Collected data
=-=-=-=-=

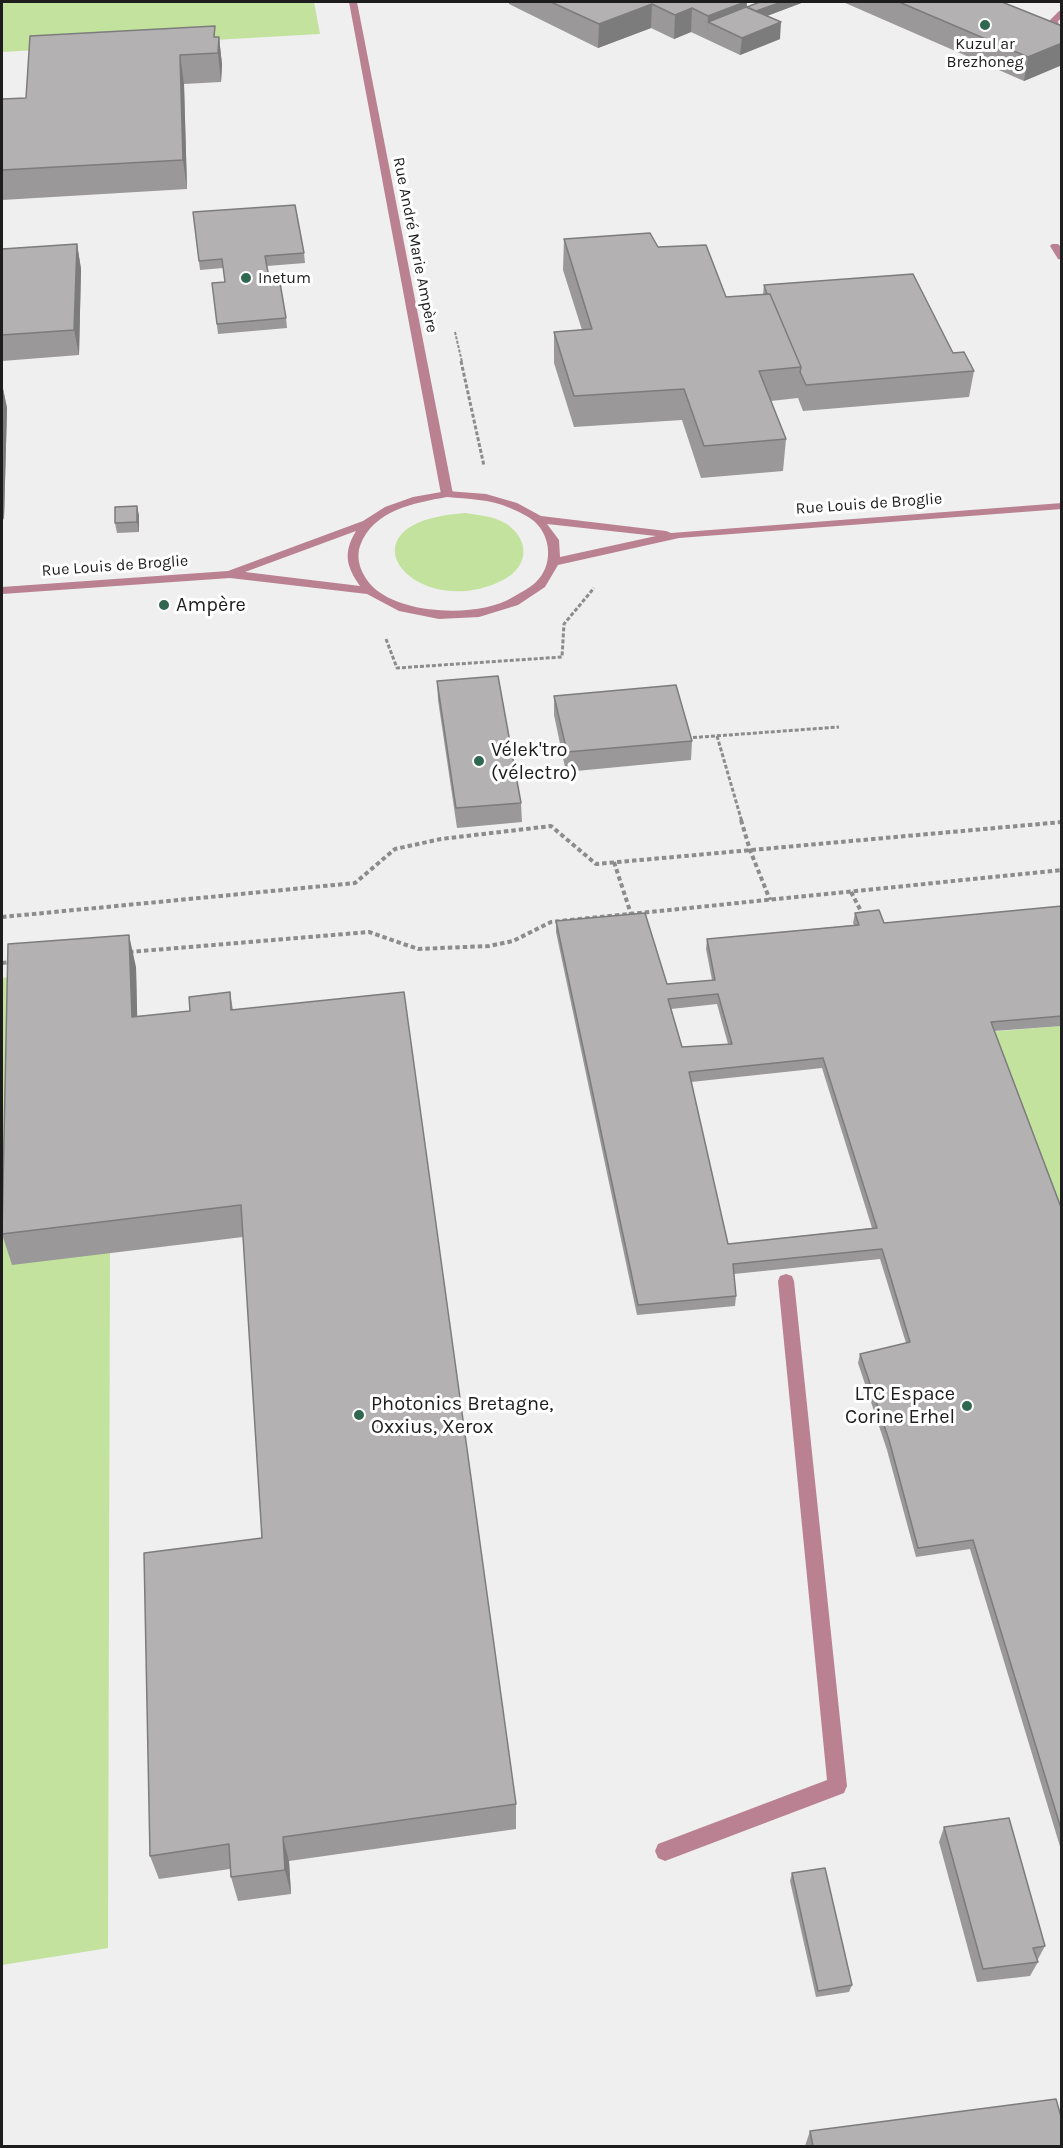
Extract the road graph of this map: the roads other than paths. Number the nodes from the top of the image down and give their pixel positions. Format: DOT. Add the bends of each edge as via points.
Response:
graph roads {
  1 [pos="352,2"];
  2 [pos="1062,13"];
  3 [pos="1062,37"];
  4 [pos="1055,246"];
  5 [pos="1062,256"];
  6 [pos="447,494"];
  7 [pos="1062,506"];
  8 [pos="538,519"];
  9 [pos="367,523"];
  10 [pos="679,535"];
  11 [pos="554,562"];
  12 [pos="230,574"];
  13 [pos="2,591"];
  14 [pos="370,591"];
  15 [pos="786,1281"];
  16 [pos="665,1851"];
  1 -- 6 [label="street, Rue André Marie Ampère"];
  2 -- 3 [label="street" via="1054,20"];
  4 -- 5 [label="street"];
  6 -- 8 [label="street, Rue Louis de Broglie" via="482,496 513,505"];
  6 -- 9 [label="street, Rue Louis de Broglie" via="388,508"];
  7 -- 10 [label="street, Rue Louis de Broglie"];
  8 -- 10 [label="street, Rue Louis de Broglie"];
  8 -- 11 [label="street" via="553,540"];
  9 -- 12 [label="street, Rue Louis de Broglie"];
  9 -- 14 [label="street, Rue Louis de Broglie" via="352,545 353,569"];
  10 -- 11 [label="street, Rue Louis de Broglie"];
  11 -- 14 [label="street, Rue Louis de Broglie" via="541,584 514,602 478,613 440,615 403,608"];
  12 -- 13 [label="street, Rue Louis de Broglie"];
  12 -- 14 [label="street, Rue Louis de Broglie"];
  15 -- 16 [label="street" via="837,1786"];
}
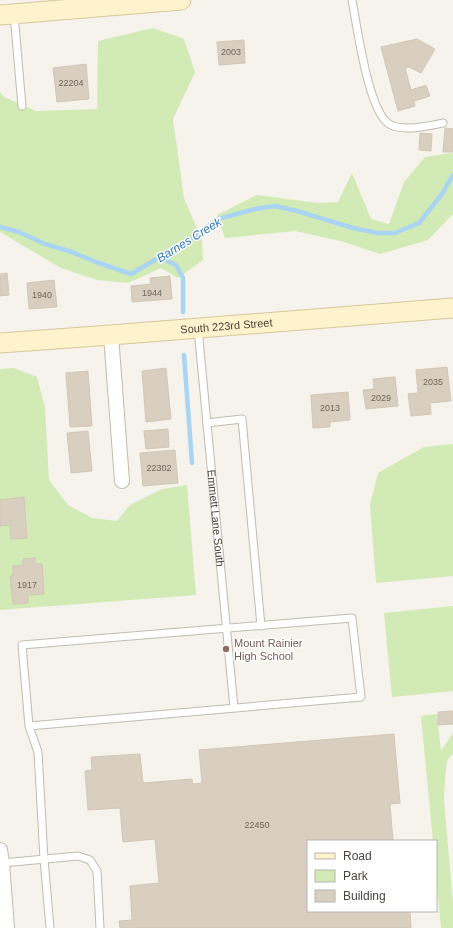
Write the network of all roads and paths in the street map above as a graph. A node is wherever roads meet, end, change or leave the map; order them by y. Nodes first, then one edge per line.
1 (181, 0) edge
2 (352, 0) edge
3 (7, 15) edge
4 (22, 106) dead end
5 (443, 123) dead end
6 (453, 308) edge
7 (198, 329) junction
8 (111, 335) junction
9 (0, 343) edge
10 (207, 423) junction
11 (122, 481) dead end
12 (260, 626) junction
13 (227, 628) junction
14 (234, 708) junction
15 (29, 726) junction
16 (1, 857) edge
17 (44, 859) junction
18 (2, 881) edge
19 (7, 928) edge
20 (50, 928) edge
21 (100, 928) edge

1 - 3 street
2 - 5 lane
3 - 4 lane
6 - 7 street, South 223rd Street
7 - 8 street, South 223rd Street
7 - 10 lane, Emmett Lane South
8 - 9 street, South 223rd Street
8 - 11 street
10 - 12 lane
10 - 13 lane, Emmett Lane South
12 - 13 lane
12 - 14 lane
13 - 14 lane, Emmett Lane South
13 - 15 lane
14 - 15 lane
15 - 17 lane
16 - 17 lane
16 - 18 street
17 - 20 lane
17 - 21 lane
18 - 19 street

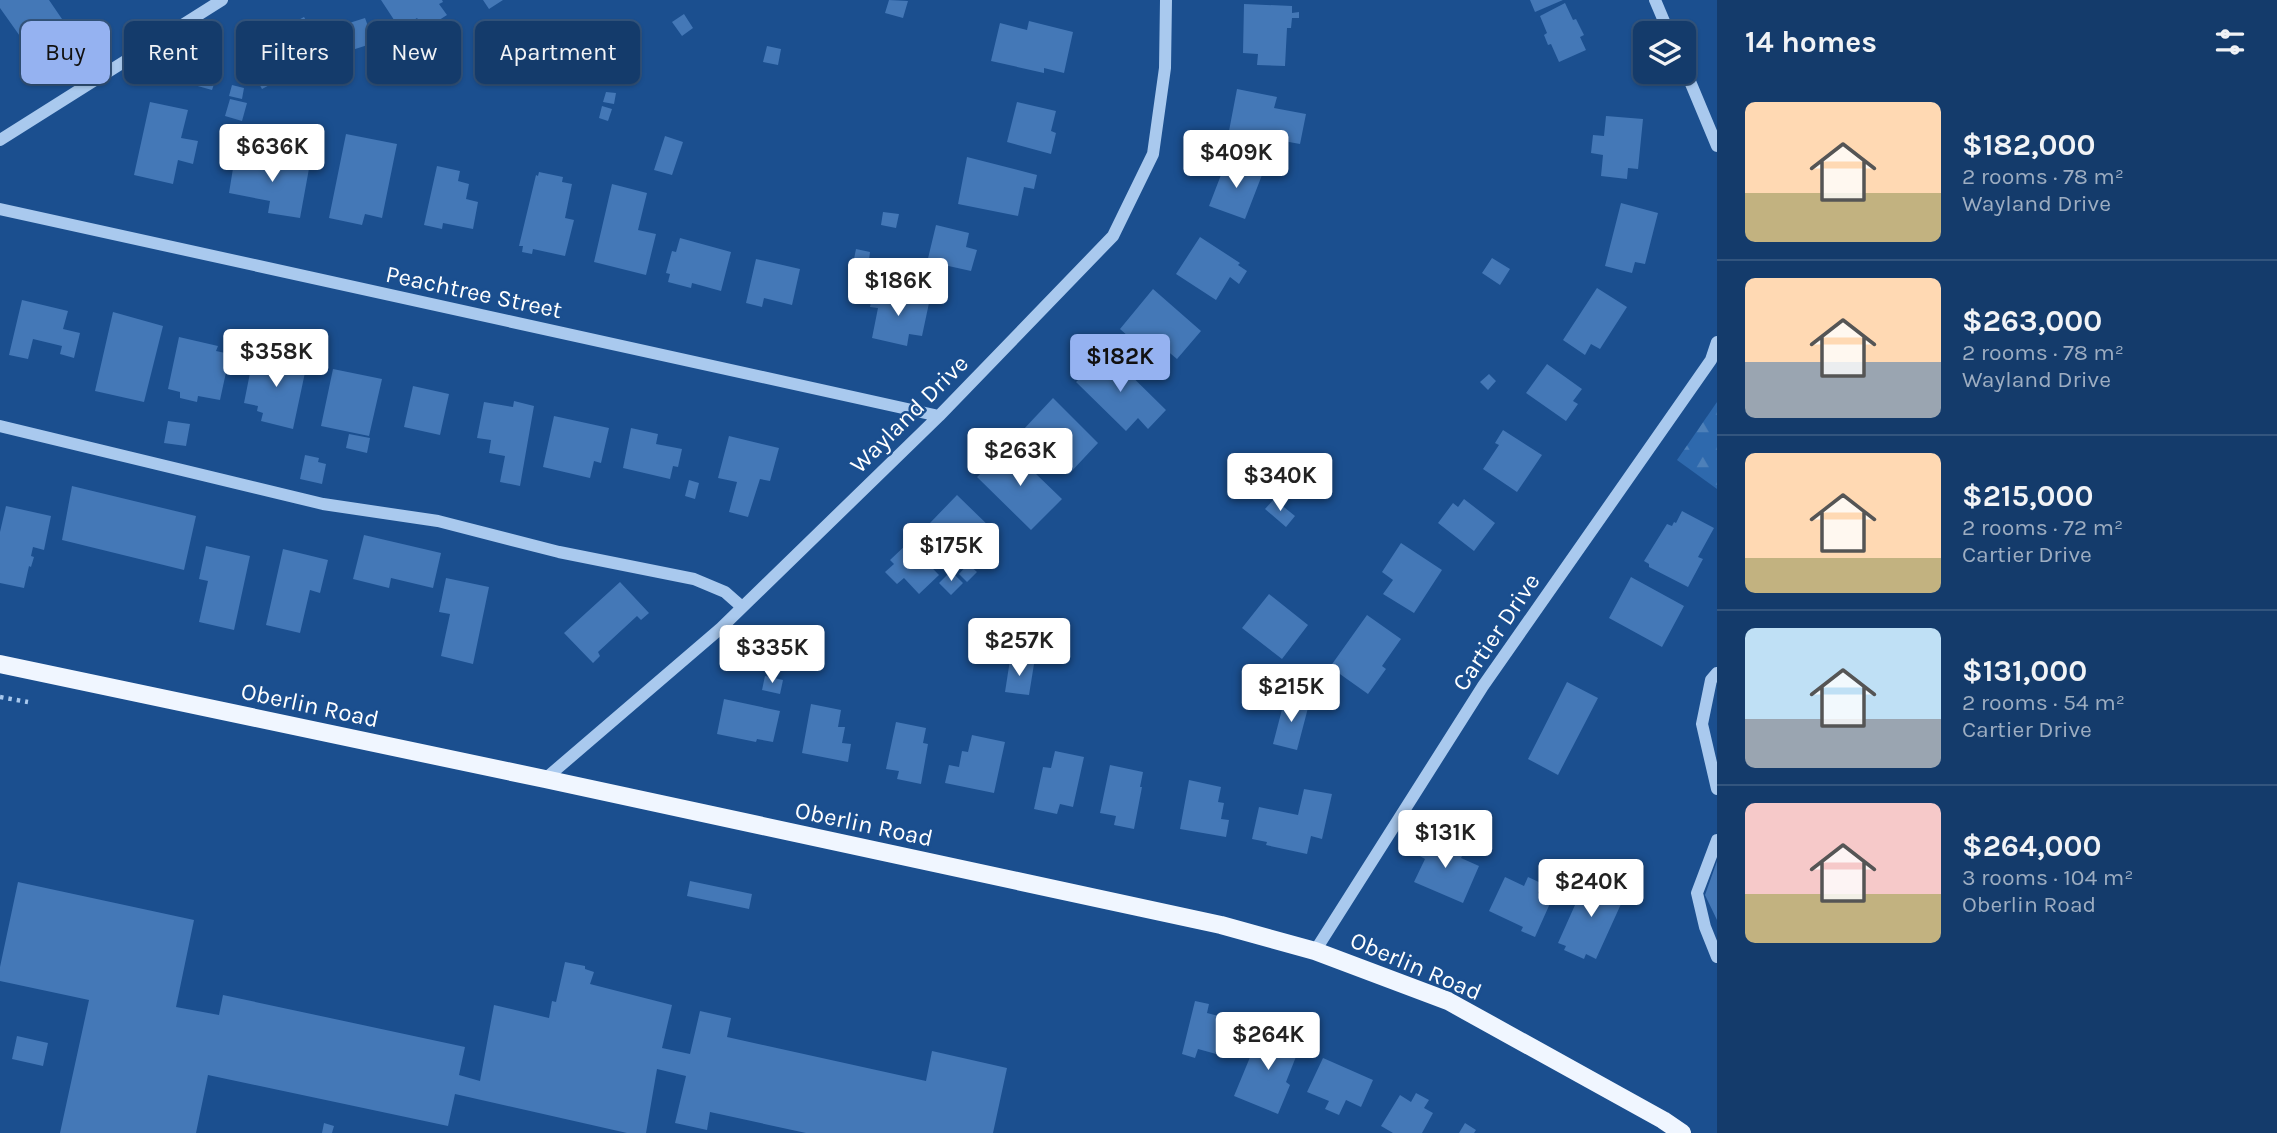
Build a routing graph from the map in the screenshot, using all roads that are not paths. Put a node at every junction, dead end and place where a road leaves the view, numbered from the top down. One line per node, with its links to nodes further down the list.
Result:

=-=-=-=-=

WORK INSTRUCTIONS ->
Nothing but the records, restated word for word and stripped of images, belongs in the answer.

RESPONSE ->
Extract the road graph of this map: the roads other than paths. Number the nodes from the top of the image down and give their pixel positions. Format: DOT. Add the bends of each edge as via points.
Response:
graph roads {
  1 [pos="352,2"];
  2 [pos="1062,13"];
  3 [pos="1062,37"];
  4 [pos="1055,246"];
  5 [pos="1062,256"];
  6 [pos="447,494"];
  7 [pos="1062,506"];
  8 [pos="538,519"];
  9 [pos="367,523"];
  10 [pos="679,535"];
  11 [pos="554,562"];
  12 [pos="230,574"];
  13 [pos="2,591"];
  14 [pos="370,591"];
  15 [pos="786,1281"];
  16 [pos="665,1851"];
  1 -- 6 [label="street, Rue André Marie Ampère"];
  2 -- 3 [label="street" via="1054,20"];
  4 -- 5 [label="street"];
  6 -- 8 [label="street, Rue Louis de Broglie" via="482,496 513,505"];
  6 -- 9 [label="street, Rue Louis de Broglie" via="388,508"];
  7 -- 10 [label="street, Rue Louis de Broglie"];
  8 -- 10 [label="street, Rue Louis de Broglie"];
  8 -- 11 [label="street" via="553,540"];
  9 -- 12 [label="street, Rue Louis de Broglie"];
  9 -- 14 [label="street, Rue Louis de Broglie" via="352,545 353,569"];
  10 -- 11 [label="street, Rue Louis de Broglie"];
  11 -- 14 [label="street, Rue Louis de Broglie" via="541,584 514,602 478,613 440,615 403,608"];
  12 -- 13 [label="street, Rue Louis de Broglie"];
  12 -- 14 [label="street, Rue Louis de Broglie"];
  15 -- 16 [label="street" via="837,1786"];
}
Write the network of all roads and paths in the street map above as a graph. A node is wherever roads meet, end, change or leave the map; order them by y. Nodes first, then one edge per line.
1 (181, 0) edge
2 (352, 0) edge
3 (7, 15) edge
4 (22, 106) dead end
5 (443, 123) dead end
6 (453, 308) edge
7 (198, 329) junction
8 (111, 335) junction
9 (0, 343) edge
10 (207, 423) junction
11 (122, 481) dead end
12 (260, 626) junction
13 (227, 628) junction
14 (234, 708) junction
15 (29, 726) junction
16 (1, 857) edge
17 (44, 859) junction
18 (2, 881) edge
19 (7, 928) edge
20 (50, 928) edge
21 (100, 928) edge

1 - 3 street
2 - 5 lane
3 - 4 lane
6 - 7 street, South 223rd Street
7 - 8 street, South 223rd Street
7 - 10 lane, Emmett Lane South
8 - 9 street, South 223rd Street
8 - 11 street
10 - 12 lane
10 - 13 lane, Emmett Lane South
12 - 13 lane
12 - 14 lane
13 - 14 lane, Emmett Lane South
13 - 15 lane
14 - 15 lane
15 - 17 lane
16 - 17 lane
16 - 18 street
17 - 20 lane
17 - 21 lane
18 - 19 street

Build a routing graph from the map in the screenshot, using all roads that are not paths. Put a node at every junction, dead end and place where a road leaves the view, numbered from the top down. One line per node, with its links to nodes further down the list.
Result:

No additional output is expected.